FDA Approves the Pfizer COVID-19 Vaccine for Emergency Use
As cases of the novel coronavirus (COVID-19) continue to skyrocket and ICUs across the United States near capacity, a glimmer of hope arrived Friday when the FDA issued an emergency use authorization of Pfizer's COVID-19 vaccine.
This means that the Pfizer-BioNTech COVID-19 Vaccine can begin to be distributed to people 16 years and older, marking "a significant milestone in battling this devastating pandemic that has affected so many families in the United States and around the world," FDA Commissioner Stephen M. Hahn, M.D., said in a press release.
The vaccine has met the FDA's criteria for an emergency use authorization, the government agency said Friday, and that "totality of the available data provides clear evidence" that the vaccine "may be effective in preventing COVID-19."
The FDA also said that the "potential benefits outweigh the known and potential risks" and assured the public and medical community that "a thorough evaluation of the available safety, effectiveness and manufacturing quality information" was conducted.
In the U.S. alone, the contagious respiratory virus has infected more than 15.9 million people, and at least 295,664 people have died as a result of COVID-19, according to data from the New York Times.
The FDA’s vaccine advisory panel voted 17 to 4 on Thursday in favor of authorizing the vaccine for use in Americans 16 years old and up, with one member abstaining. The FDA released a scientific review on Tuesday, saying they found Pfizer’s two-dose vaccine to be safe and effective, with the first shot providing more than 50 percent immunity and the second bringing immunity up to just under 100 percent.
"The tireless work to develop a new vaccine to prevent this novel, serious, and life-threatening disease in an expedited timeframe after its emergence is a true testament to scientific innovation and public-private collaboration worldwide," Hahn added Friday.
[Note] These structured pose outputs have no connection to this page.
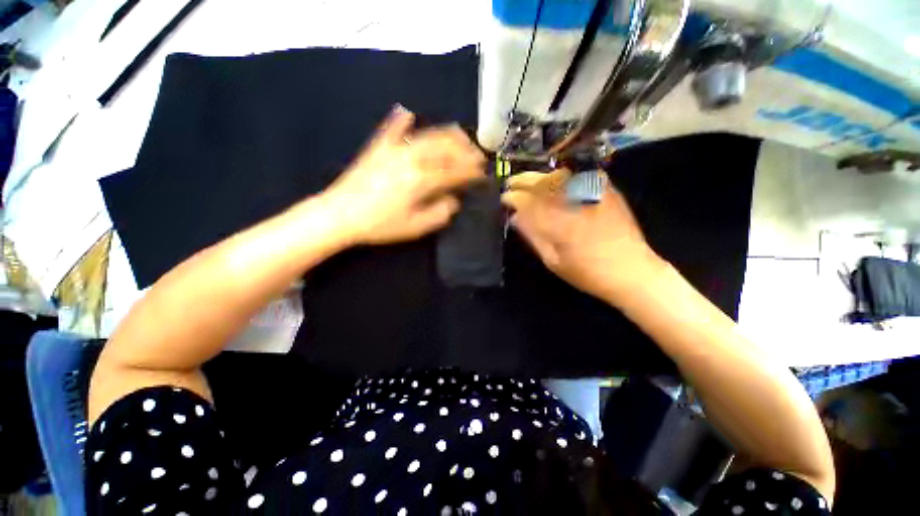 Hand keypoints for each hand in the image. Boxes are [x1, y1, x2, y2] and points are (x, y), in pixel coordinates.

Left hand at [324, 106, 485, 244]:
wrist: (340, 215)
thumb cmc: (379, 225)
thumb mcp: (415, 227)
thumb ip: (439, 213)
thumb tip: (454, 201)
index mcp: (421, 180)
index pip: (454, 172)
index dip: (471, 172)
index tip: (483, 173)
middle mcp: (411, 159)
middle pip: (445, 148)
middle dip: (465, 150)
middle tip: (477, 155)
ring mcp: (393, 150)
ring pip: (426, 135)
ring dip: (446, 134)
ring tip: (459, 136)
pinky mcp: (377, 148)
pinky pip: (391, 129)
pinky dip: (400, 119)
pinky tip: (408, 111)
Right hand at [500, 168, 666, 303]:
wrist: (631, 271)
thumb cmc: (587, 273)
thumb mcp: (553, 261)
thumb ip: (533, 237)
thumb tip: (515, 218)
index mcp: (560, 223)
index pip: (529, 202)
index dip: (513, 198)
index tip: (504, 198)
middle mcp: (575, 202)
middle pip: (543, 183)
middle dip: (523, 181)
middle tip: (510, 183)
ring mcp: (593, 193)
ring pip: (560, 175)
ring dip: (540, 176)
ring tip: (528, 181)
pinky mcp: (607, 190)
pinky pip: (579, 175)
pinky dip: (563, 175)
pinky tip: (554, 179)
So — when will Americans begin to receive the vaccine now that it has been approved?
Alex Azar, the U.S.’s secretary of Health and Human Services, said earlier on Friday that the first inoculations could start as early as next week.
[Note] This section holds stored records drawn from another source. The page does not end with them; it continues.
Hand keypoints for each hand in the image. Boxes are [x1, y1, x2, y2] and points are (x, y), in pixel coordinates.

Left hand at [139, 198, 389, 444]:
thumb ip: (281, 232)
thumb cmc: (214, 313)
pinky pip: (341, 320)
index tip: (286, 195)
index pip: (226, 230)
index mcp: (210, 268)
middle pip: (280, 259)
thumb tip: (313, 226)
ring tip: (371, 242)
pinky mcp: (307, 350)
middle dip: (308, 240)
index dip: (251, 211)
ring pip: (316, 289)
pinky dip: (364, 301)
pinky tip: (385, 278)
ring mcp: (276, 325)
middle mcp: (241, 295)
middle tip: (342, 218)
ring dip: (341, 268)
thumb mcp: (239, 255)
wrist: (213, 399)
"We could see people getting vaccinated Monday, Tuesday of next week," he said on Good Morning America.
Vaccines will be free, thanks to a deal between Pfizer and the U.S. government to supply 100 million doses by March 2021, the New York Times reported. All 50 states have already submitted locations to which the vaccines can be shipped.
Another COVID-19 vaccine developed by Moderna is also under review by the FDA and may soon be approved for the same emergency use authorization.